Her death has left a gaping hole in the Canadian cannabis community. On social media there was shock, sadness and disbelief. Her substantial impact speaks for itself.
Tracy would often say that “Well-behaved women rarely make history.” It was her way of calling on women in the cannabis movement to be fearless as well as compassionate, and to always say the things that need to be said.
Back in 2014, I published one of my first articles asking the cannabis industry to stop hyper-sexualizing women for marketing purposes.
Tracy fired right back in her own piece, her first, explaining that “Women are hyper-sexualized EVERYWHERE… Who are you to tell me what I can do with my own body and how I choose to adorn it?”
I feel sheepish to admit that was the start of our relationship. I was intimidated. Tracy had a way of calling people out. She was clear and direct. But she didn’t hold your opinions against you if she felt they were coming from a good place.
She was loyal and close to many pioneers who spent the early years of their cannabis advocacy risking arrest to provide access to medical cannabis to people who needed it. It was a time when everything was still changing and there was uncertainty around medical regulations. Tracy’s advocacy was a staple when there was no “industry,” just a grassroots community of people engaging in civil disobedience because the laws needed to change.
Later, some of her efforts turned to building the Women Grow Toronto community and bringing people in from all corners of the cannabis movement.
Tracy was the keynote speaker at our May event, and detailed her long journey of growing up as a patient, diagnosed with Type 1 diabetes at the age six, and using that first-hand experience to help other medpot patients navigate the complexities of the health care system. She talked about how advocating for yourself is so critical – and exhausting – especially when what works for you is outside mainstream acceptance.
Tracy put her experience to good use, helping pave the way for access for medical cannabis users that was almost unthinkable just two or three years ago, even through her own health struggles.
Some knew her for her baking (she had a YouTube channel) and her own business (oh, those gingersnaps). Some knew her as Weed Woman and others just knew her as a badass advocate who did not take shit from anyone.

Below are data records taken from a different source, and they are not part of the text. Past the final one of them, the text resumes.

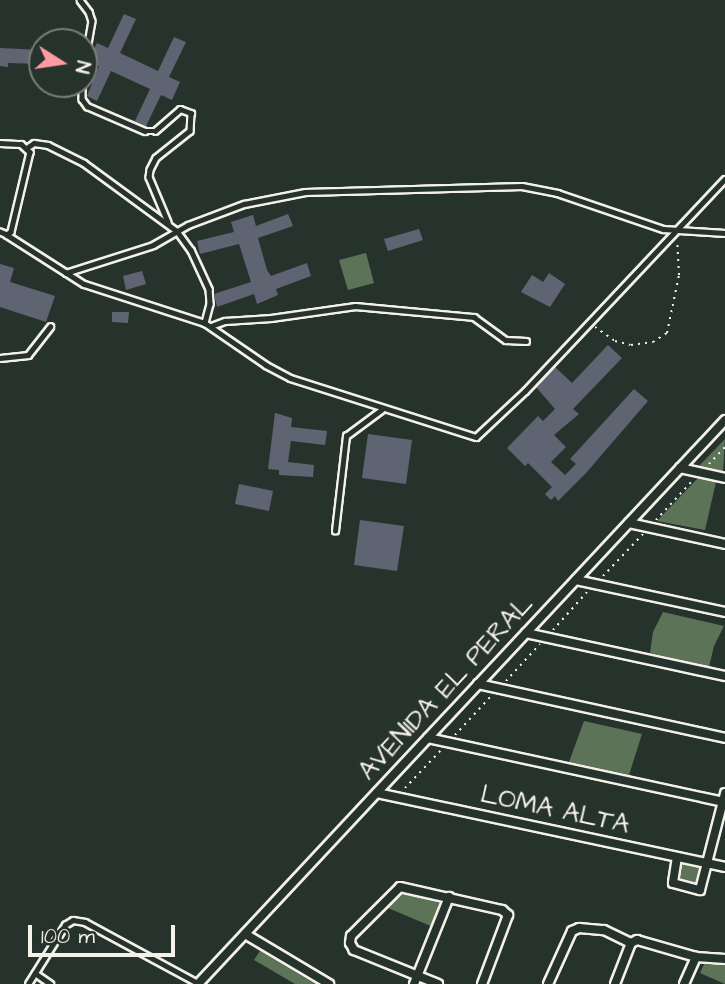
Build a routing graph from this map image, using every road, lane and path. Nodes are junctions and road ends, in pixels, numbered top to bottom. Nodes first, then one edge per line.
1 (80, 0) edge
2 (91, 28) edge
3 (82, 98) edge
4 (0, 143) edge
5 (28, 147) junction
6 (725, 179) edge
7 (168, 222) junction
8 (177, 230) junction
9 (673, 231) junction
10 (0, 232) edge
11 (725, 233) edge
12 (7, 235) junction
13 (65, 273) junction
14 (589, 322) junction
15 (205, 323) junction
16 (211, 326) junction
17 (50, 327) dead end
18 (526, 341) dead end
19 (0, 358) edge
20 (381, 409) junction
21 (725, 420) edge
22 (725, 447) edge
23 (680, 468) junction
24 (700, 472) junction
25 (725, 478) edge
26 (629, 523) junction
27 (649, 528) junction
28 (335, 531) dead end
29 (725, 544) edge
30 (576, 580) junction
31 (595, 584) junction
32 (725, 612) edge
33 (526, 634) junction
34 (546, 638) junction
35 (725, 676) edge
36 (478, 684) junction
37 (498, 689) junction
38 (725, 737) edge
39 (428, 738) junction
40 (449, 742) junction
41 (377, 793) junction
42 (397, 797) junction
43 (724, 798) edge
44 (677, 857) junction
45 (707, 863) junction
46 (725, 867) edge
47 (449, 897) junction
48 (245, 934) junction
49 (631, 943) junction
50 (696, 957) junction
51 (725, 959) edge
52 (35, 973) junction
53 (416, 980) edge
54 (28, 984) edge
55 (51, 984) edge
56 (199, 984) edge
57 (329, 984) edge
58 (438, 984) edge
59 (482, 984) edge
60 (548, 984) edge
61 (615, 984) edge
62 (684, 984) edge

1 - 2 lane
3 - 7 lane
4 - 5 lane
5 - 7 lane
5 - 12 lane
6 - 9 lane
7 - 8 lane
8 - 9 lane
8 - 13 lane
8 - 15 lane
9 - 11 lane
9 - 14 lane
9 - 14 path
10 - 12 lane
12 - 13 lane
13 - 15 lane
14 - 20 lane
15 - 16 lane
16 - 18 lane
16 - 20 lane
17 - 19 lane
20 - 28 lane
21 - 23 street, AVENIDA EL PERAL
22 - 24 path
23 - 24 street
23 - 26 street, AVENIDA EL PERAL
24 - 25 street
24 - 27 path
26 - 27 street
26 - 30 street, AVENIDA EL PERAL
27 - 29 street
27 - 31 path
30 - 31 street
30 - 33 street, AVENIDA EL PERAL
31 - 32 street
31 - 34 path
33 - 34 street
33 - 36 street, AVENIDA EL PERAL
34 - 35 street
34 - 37 path
36 - 37 street
36 - 39 street, AVENIDA EL PERAL
37 - 38 street
37 - 40 path
39 - 40 street
39 - 41 street, AVENIDA EL PERAL
40 - 42 path
40 - 43 street
41 - 42 street, LOMA ALTA
41 - 48 street, AVENIDA EL PERAL
42 - 44 street, LOMA ALTA
43 - 45 street
44 - 45 street, LOMA ALTA
44 - 45 street
45 - 46 street, LOMA ALTA
47 - 53 street
47 - 53 street
47 - 59 street
48 - 56 street, AVENIDA EL PERAL
48 - 57 street
49 - 50 street
49 - 60 street
49 - 61 street
50 - 51 street
50 - 62 street
52 - 54 lane
52 - 55 lane
52 - 56 lane
53 - 58 street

I remember being at an event when news of the Project Claudia police raids on cannabis dispensaries broke back in 2016. The audience members, most of whom were new to the industry, began to applaud. It was an embarrassing display – and a metaphor for what the fledgling industry felt like to many who had been advocates for legalization for years. Tracy stood up. “You should ALL be ashamed of yourselves,” she yelled, before walking right out. The room went silent. It was a mic-drop moment. Her advocacy was filled with more than one.
Tracy worked hard and with integrity. She was nominated for numerous awards for her activism. Being a medical cannabis user, patients always came first in everything she did.
If you’ve ever spoken with her about her cannabis use, you also probably heard the name Jose Dominguez. Jose was her Designated Grower (DG) and close friend, and she would gush about him. She recognized that many people in the medical program still do not have a reliable DG whom they can count on for consistent access to medicine.